=== Source data ===
_ _ _ _ _
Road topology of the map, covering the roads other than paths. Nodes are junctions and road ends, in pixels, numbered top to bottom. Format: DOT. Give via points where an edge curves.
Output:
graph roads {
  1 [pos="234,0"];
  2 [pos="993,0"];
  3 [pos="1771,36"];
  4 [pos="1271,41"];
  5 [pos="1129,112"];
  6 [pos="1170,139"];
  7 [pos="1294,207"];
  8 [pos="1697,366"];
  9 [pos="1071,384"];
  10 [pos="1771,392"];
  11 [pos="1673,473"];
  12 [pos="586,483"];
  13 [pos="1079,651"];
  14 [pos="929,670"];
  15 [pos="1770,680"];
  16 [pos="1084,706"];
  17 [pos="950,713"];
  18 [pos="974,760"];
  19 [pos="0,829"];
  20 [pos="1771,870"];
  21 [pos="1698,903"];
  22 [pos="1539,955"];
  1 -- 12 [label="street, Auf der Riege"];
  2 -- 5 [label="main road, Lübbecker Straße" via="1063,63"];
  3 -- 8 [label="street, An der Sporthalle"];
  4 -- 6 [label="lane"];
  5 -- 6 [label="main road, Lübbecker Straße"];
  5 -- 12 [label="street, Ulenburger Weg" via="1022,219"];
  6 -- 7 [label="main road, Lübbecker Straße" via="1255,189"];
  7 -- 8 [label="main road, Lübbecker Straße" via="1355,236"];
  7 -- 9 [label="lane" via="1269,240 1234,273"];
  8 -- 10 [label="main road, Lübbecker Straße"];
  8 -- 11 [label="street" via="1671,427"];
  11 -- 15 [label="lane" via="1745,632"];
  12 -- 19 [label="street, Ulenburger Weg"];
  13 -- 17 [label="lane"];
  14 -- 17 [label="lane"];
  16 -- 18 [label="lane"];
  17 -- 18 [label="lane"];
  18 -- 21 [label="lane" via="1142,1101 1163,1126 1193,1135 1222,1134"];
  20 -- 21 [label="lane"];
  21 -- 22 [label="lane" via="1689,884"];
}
_ _ _ _ _
=== Exercise details ===
Would you please output every record again, exactly?

=== Answer section ===
Road topology of the map, covering the roads other than paths. Nodes are junctions and road ends, in pixels, numbered top to bottom. Format: DOT. Give via points where an edge curves.
Output:
graph roads {
  1 [pos="234,0"];
  2 [pos="993,0"];
  3 [pos="1771,36"];
  4 [pos="1271,41"];
  5 [pos="1129,112"];
  6 [pos="1170,139"];
  7 [pos="1294,207"];
  8 [pos="1697,366"];
  9 [pos="1071,384"];
  10 [pos="1771,392"];
  11 [pos="1673,473"];
  12 [pos="586,483"];
  13 [pos="1079,651"];
  14 [pos="929,670"];
  15 [pos="1770,680"];
  16 [pos="1084,706"];
  17 [pos="950,713"];
  18 [pos="974,760"];
  19 [pos="0,829"];
  20 [pos="1771,870"];
  21 [pos="1698,903"];
  22 [pos="1539,955"];
  1 -- 12 [label="street, Auf der Riege"];
  2 -- 5 [label="main road, Lübbecker Straße" via="1063,63"];
  3 -- 8 [label="street, An der Sporthalle"];
  4 -- 6 [label="lane"];
  5 -- 6 [label="main road, Lübbecker Straße"];
  5 -- 12 [label="street, Ulenburger Weg" via="1022,219"];
  6 -- 7 [label="main road, Lübbecker Straße" via="1255,189"];
  7 -- 8 [label="main road, Lübbecker Straße" via="1355,236"];
  7 -- 9 [label="lane" via="1269,240 1234,273"];
  8 -- 10 [label="main road, Lübbecker Straße"];
  8 -- 11 [label="street" via="1671,427"];
  11 -- 15 [label="lane" via="1745,632"];
  12 -- 19 [label="street, Ulenburger Weg"];
  13 -- 17 [label="lane"];
  14 -- 17 [label="lane"];
  16 -- 18 [label="lane"];
  17 -- 18 [label="lane"];
  18 -- 21 [label="lane" via="1142,1101 1163,1126 1193,1135 1222,1134"];
  20 -- 21 [label="lane"];
  21 -- 22 [label="lane" via="1689,884"];
}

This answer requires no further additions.